In the valuation device shown in FIG. 13, it is also preferable that the voltage supply unit can give the electrical stress to plural pieces of test elements (including MOS type elements) formed on the substrate of the test wafer 10 at the same time. At this time, the current measurement unit 13 is configured to perform measurement with respect to plural pieces of test elements. For example, plural probes 12, plural ampere meters 15 and so on are provided. According to the configuration, leakage current of the plural pieces of test elements can be measured, therefore, the dielectric breakdown test can be executed with respect to plural pieces of test elements in a shorter period of time. It is also possible to execute the test with a lower voltage.

The invention is not limited to the above embodiment and can apply other various configurations within a scope not departing from the gist thereof.

The present application contains subject matter related to that disclosed in Japanese Priority Patent Application JP 2009-185966 filed in the Japan Patent Office on Aug. 10, 2009, the entire contents of which is hereby incorporated by reference.

Claims

1. A valuation method of a dielectric breakdown lifetime of a gate insulating film for evaluating the dielectric breakdown lifetime of the gate insulating film of a MOS type element comprising the steps of:

deciding a Weibull slope of lifetime distribution until reaching a soft breakdown of the gate insulating film of the MOS type element;

deciding a detection condition of the soft breakdown from the decided Weibull slope after the above step; and

executing a dielectric breakdown test by using the decided detection condition.

2. The valuation method of the dielectric breakdown lifetime of the gate insulating film according to claim 1,

wherein the MOS type element having the gate length and the gate width substantially equivalent to the minimum size used in a target integrated circuit is used in the step of deciding the Weibull slope.

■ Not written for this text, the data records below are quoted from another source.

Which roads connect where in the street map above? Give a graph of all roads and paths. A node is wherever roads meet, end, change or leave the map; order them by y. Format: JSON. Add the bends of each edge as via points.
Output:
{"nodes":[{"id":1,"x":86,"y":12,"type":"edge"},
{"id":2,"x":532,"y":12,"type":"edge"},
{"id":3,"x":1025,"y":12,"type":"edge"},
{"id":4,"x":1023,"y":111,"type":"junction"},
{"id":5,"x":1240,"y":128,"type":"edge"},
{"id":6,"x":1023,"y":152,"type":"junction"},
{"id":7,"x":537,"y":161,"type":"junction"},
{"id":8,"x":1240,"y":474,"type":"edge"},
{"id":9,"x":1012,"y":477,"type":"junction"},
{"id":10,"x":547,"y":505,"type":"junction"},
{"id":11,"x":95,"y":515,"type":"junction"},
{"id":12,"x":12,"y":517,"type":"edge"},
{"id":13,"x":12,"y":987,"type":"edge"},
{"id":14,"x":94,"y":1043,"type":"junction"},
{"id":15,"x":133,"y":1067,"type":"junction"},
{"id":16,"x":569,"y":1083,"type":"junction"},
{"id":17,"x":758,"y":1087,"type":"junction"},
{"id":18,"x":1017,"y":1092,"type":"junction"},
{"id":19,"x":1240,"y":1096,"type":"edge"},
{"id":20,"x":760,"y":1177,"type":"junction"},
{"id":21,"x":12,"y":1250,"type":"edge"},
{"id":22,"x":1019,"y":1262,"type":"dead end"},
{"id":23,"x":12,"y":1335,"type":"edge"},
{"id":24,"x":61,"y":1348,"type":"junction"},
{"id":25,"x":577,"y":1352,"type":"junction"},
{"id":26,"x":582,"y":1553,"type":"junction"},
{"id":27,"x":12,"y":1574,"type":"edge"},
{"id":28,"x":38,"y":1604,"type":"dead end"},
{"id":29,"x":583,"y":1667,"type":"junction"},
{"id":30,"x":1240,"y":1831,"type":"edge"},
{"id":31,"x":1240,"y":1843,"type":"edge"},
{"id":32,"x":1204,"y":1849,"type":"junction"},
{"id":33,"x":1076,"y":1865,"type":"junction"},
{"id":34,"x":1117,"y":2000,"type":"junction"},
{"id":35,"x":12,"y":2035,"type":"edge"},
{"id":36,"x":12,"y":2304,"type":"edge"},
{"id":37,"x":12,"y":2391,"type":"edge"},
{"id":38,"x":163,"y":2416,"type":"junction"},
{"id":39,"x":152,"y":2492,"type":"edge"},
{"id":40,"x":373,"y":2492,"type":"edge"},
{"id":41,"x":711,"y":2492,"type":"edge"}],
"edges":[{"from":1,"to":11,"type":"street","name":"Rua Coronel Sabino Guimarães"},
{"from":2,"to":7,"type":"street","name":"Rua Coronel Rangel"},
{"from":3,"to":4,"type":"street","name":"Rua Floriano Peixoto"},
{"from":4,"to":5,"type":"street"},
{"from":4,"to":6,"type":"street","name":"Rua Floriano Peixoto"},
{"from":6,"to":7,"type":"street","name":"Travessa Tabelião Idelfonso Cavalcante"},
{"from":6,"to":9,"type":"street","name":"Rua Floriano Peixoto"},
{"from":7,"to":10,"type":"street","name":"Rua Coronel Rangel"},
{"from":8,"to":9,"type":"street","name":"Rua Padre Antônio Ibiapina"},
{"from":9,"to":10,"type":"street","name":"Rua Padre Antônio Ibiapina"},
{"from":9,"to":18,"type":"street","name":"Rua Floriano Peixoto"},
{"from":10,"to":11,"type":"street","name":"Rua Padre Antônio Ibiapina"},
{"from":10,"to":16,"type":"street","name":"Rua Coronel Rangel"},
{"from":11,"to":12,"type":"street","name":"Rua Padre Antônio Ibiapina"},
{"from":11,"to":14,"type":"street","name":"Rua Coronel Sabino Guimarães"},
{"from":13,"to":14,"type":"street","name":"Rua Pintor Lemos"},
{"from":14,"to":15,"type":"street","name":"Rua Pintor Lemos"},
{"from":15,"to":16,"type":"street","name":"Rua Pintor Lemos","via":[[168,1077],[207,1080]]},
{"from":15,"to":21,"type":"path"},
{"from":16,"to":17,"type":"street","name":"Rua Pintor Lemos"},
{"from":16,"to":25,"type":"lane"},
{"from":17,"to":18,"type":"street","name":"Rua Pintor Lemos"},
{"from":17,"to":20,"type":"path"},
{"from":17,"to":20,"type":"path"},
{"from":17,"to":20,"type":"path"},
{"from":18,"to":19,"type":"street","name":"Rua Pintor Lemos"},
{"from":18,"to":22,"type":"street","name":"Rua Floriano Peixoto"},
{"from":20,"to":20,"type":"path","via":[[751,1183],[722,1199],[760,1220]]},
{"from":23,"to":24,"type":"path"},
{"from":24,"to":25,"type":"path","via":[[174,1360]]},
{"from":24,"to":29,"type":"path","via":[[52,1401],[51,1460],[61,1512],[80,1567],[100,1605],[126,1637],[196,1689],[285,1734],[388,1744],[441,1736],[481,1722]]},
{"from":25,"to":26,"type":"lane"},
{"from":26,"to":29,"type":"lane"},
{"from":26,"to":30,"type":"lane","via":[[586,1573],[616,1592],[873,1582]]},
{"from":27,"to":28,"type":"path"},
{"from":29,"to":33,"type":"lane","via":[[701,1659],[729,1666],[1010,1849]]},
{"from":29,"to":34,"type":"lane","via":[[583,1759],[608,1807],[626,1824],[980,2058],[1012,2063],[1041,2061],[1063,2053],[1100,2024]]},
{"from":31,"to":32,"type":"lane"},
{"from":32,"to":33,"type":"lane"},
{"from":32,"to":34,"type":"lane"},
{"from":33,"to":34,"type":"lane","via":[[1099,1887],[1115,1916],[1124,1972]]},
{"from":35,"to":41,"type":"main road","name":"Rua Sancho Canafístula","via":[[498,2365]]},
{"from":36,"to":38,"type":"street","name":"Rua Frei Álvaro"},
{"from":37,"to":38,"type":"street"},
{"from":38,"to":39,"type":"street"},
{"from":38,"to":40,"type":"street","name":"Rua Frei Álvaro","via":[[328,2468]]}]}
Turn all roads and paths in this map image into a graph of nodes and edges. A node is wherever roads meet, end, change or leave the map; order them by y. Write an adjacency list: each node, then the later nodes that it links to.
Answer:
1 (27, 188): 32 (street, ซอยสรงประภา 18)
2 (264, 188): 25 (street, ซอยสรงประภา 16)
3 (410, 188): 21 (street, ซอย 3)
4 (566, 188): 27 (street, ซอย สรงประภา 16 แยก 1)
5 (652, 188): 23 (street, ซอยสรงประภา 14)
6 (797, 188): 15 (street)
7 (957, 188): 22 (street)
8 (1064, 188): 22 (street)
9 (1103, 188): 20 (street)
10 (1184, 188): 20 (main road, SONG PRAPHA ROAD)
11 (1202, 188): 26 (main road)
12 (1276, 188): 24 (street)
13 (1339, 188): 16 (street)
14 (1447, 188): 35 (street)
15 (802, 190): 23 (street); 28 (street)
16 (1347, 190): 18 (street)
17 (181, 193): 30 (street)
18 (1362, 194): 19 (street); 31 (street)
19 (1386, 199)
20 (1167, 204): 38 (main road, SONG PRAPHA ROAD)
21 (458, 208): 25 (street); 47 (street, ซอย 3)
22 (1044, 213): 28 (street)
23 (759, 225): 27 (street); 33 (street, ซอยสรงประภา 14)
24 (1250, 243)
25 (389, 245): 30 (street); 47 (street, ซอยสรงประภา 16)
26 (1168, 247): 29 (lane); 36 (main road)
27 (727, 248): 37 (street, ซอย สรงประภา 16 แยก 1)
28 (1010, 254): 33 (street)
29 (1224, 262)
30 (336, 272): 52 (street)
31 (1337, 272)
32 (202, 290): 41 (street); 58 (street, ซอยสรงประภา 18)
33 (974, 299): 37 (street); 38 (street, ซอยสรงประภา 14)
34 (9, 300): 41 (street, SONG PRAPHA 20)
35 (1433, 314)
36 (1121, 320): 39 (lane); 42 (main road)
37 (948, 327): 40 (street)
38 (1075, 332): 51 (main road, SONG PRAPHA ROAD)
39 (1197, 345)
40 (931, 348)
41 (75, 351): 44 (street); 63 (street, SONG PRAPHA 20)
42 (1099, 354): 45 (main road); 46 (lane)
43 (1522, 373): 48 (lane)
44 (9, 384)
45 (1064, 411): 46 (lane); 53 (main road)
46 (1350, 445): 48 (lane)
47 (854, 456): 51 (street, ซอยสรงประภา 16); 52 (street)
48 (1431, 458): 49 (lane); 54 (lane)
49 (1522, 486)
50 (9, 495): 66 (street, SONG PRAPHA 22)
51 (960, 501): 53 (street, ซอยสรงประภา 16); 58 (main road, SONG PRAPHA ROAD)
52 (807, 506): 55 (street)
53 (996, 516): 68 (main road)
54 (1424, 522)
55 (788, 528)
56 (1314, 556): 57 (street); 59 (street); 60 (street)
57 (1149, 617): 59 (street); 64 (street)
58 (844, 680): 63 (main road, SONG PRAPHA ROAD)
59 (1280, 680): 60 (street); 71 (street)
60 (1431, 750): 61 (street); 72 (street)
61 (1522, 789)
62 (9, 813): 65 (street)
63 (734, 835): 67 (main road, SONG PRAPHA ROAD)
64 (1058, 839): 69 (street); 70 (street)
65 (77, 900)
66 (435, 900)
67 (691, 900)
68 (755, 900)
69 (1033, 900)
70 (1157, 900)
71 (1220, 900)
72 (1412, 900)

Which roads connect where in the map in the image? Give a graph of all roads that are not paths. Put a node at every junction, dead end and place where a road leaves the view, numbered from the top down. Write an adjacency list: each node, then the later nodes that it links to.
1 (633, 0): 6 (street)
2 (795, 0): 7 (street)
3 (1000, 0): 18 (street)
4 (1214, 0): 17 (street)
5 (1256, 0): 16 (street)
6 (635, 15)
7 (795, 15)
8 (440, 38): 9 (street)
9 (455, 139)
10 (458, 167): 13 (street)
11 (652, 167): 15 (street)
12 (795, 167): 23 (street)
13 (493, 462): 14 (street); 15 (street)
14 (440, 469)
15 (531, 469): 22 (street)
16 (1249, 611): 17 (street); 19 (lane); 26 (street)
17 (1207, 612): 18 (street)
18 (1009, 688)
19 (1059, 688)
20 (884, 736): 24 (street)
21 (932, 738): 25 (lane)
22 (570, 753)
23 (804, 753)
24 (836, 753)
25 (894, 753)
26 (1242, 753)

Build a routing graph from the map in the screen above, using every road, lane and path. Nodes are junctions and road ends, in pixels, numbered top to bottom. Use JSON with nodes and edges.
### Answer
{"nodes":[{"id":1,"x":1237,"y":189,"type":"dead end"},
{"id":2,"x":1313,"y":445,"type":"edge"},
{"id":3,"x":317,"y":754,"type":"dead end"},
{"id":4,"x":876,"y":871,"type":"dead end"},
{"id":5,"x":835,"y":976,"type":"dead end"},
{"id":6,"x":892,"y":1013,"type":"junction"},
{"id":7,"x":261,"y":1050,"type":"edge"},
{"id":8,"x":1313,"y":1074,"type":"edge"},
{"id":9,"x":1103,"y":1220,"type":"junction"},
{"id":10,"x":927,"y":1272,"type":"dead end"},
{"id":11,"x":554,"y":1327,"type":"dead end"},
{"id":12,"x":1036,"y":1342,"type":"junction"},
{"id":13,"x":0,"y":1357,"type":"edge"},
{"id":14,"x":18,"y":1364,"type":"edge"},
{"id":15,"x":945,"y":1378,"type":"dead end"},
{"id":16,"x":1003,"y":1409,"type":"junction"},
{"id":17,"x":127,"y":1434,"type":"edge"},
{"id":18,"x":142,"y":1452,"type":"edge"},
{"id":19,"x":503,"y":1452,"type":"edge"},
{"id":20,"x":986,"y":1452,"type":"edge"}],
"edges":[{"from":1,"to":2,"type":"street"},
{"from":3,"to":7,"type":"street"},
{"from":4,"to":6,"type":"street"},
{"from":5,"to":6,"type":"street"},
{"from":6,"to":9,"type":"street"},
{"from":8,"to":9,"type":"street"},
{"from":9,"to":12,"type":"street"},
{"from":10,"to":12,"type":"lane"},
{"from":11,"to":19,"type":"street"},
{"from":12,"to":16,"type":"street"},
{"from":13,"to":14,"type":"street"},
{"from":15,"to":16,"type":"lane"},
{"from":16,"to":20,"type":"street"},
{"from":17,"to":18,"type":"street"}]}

3. The valuation method of the dielectric breakdown lifetime of the gate insulating film according to claim 1,

wherein, a test temperature in the step of executing the dielectric breakdown test is determined as a first temperature, and the Weibull slope is decided by performing the dielectric breakdown test at a second temperature lower than the first temperature in the step of deciding the Weibull slope.

4. The valuation method of the dielectric breakdown lifetime of the gate insulating film according to claim 3,

wherein the second temperature is determined as an approximately room temperature or as a temperature less than the room temperature.

5. A valuation device of a dielectric breakdown lifetime of a gate insulating film for evaluating the dielectric breakdown lifetime of the gate insulating film of a MOS type element comprising:

a voltage supply unit supplying voltage to the MOS type element for giving electrical stress with respect to the MOS type element;

a current measurement unit measuring leakage current flowing through the gate insulating film; and

a temperature holding unit holding a test element including the MOS type element to a room temperature or less.

6. The valuation device of the dielectric breakdown lifetime of the gate insulating film according to claim 5,

wherein the voltage supply unit has a configuration capable of giving the electrical stress with respect to plural pieces of test elements formed on a substrate, and the current measurement unit has a configuration capable of performing measurement with respect to the plural pieces of test elements.

7. A program for evaluating a dielectric breakdown lifetime of a gate insulating film allowing a computer to execute procedures of:

deciding a Weibull slope of lifetime distribution until reaching a soft breakdown of the gate insulating film of a MOS type element;

deciding a detection condition of the soft breakdown from the decided Weibull slope after the above procedure; and

executing a dielectric breakdown test by using the decided detection condition.